Results: Duration of consultation had significant statistical association with adherence to hypertension treatment (p<0.001). Association between communication and adherence to medication was highly significant (p<0.001). Binary Logistic Regression revealed that respondents were 3.23 times more adherent to medication with favorable response to the item- ‘Doctor gave me as much information as I wanted’ (p = 0.041); and 10.24 times with favorable response to the item- ‘Doctor checked to be sure that I understood everything’(p=0.006). Patient’s faithfulness in carrying out prescription and proscriptions correctly depends on the adequacy and accuracy of patient’s knowledge of what they were supposed to do and on their motivation.

Conclusion: Thus, it is necessary to formulate interventions to scale up communication skill of the physicians, and devise effective ways to educate patients on medication of chronic diseases. Further studies on characteristics of consultation to make it motivating and more effective may be conducted.
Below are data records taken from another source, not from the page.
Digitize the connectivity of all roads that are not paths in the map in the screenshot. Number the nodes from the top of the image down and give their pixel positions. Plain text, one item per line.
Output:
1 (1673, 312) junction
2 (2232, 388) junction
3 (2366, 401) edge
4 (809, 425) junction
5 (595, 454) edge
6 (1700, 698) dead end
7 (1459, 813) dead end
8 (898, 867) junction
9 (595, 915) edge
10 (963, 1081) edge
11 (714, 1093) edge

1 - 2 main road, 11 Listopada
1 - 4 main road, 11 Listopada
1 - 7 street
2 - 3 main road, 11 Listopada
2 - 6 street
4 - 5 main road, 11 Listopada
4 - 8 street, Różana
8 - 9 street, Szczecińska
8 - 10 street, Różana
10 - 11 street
Keywords: Treatment adherence, Medication compliance, Doctor-patient communication


Introduction

Hypertension is a condition with a tremendous economic and public health impact which contributes to disability, health care costs and mortality.1 It affects up to 37% of global adult population and is estimated that 7.1 million deaths are due to hypertension.2 Although the management and control of hypertension reduces morbidity and mortality, paradoxically the percentage of patients with controlled hypertension has been reported to vary between 5.4% and 58% only worldwide.3

One of the major causes of this global hypertension threat is failure to take medication as advised. Poor adherence attenuates optimum clinical benefits and therefore reduces the overall effectiveness of health systems. In developing countries, when taken together with poor access to health care, lack of appropriate diagnosis and limited access to medicines, poor adherence is threatening to render futile any effort to tackle chronic conditions, such as diabetes, depression, hypertension, TB and HIV/AIDS.2

It is axiomatic that effective care of patients requires both technical expertise – that is diagnosis and treatment, and interpersonal or psychosocial skill. The latter comprise the physician-patient relationship, patient education, counseling and the caring function. The psychosocial components are particularly important in the outdoor management of patients with chronic diseases because effectiveness of treatment for conditions like hypertension, diabetes mellitus and heart diseases depends largely on patients faithfulness in carrying out instructions correctly.4 Nikita Sabherwal et al in Delhi, India, found 62% of the patients had experienced ineffective communication by the doctor.5 Various study findings clearly emphasize its abysmal lack in practice and the over-reaching need for the doctors to establish effective communication with the patients. Findings across 106 studies in a meta-analysis by Haskard-Zolnierek K et al the association between physician communication and patient adherence is positive and significant p< .001.6

The WHO defines adherence as ‘‘the extent to which the persons behavior (Including medication-taking) corresponds with agreed recommendations from a healthcare provider’’.7 It includes the initiation of the treatment, implementation of the prescribed regime, and discontinuation of the pharmacotherapy. It is noted that the adherence rate of less than 75% with short-acting anti-hypertensive drugs increase the risk of cardio-vascular complications.8 Donald E Morisky et al in a study found 32.1% low adherers, 52.0% medium adherers, and only 15.9% high adherers.9

Except a qualitative study on communication skill of intern-doctors by Rahman A no other study could be found in the context of Bangladesh; exposing a gap in knowledge of communication skill of service providers in Bangladesh.10 There are a number of factors that predict patient adherence to treatment, but only the relationship between doctor-patient communication and adherence to treatment has beenfocused in this study. The objective of this study is to determine the link between doctor-patient communication, and adherence to anti-hypertensive treatment. Thus, this study will help to identify weaknesses and strengths in communication skills of the physicians with the patient, its relation to adherence to treatment, and potential areas for further improvement.



Materials and Methods

This cross-sectional study was conducted at Combined Military Hospital, Dhaka among 253 conveniently recruited hypertensive patients attending out patient department during July 2016 to June 2017. The data were collected by face to face interview and document review. Study involved quantitative method of data collection with component of qualitative data collection. Assuming proportion of patient’s adherence to treatment for chronic condition as p (0.15), 5% margin of error (d) and confidence level of 95% (z∞/2= 1.96), the minimum sample size was 196.7 Finally, a sample of 253 was recruited. ‘Interview’ of all the respondents was conducted to identify the contributing factors for skipping prescriptions and proscriptions. Participants, who were diagnosed as case of hypertension at least six months before recruitmentinto the study, receiving antihypertensive treatment, age 18 years or above and willing to participate were recruited.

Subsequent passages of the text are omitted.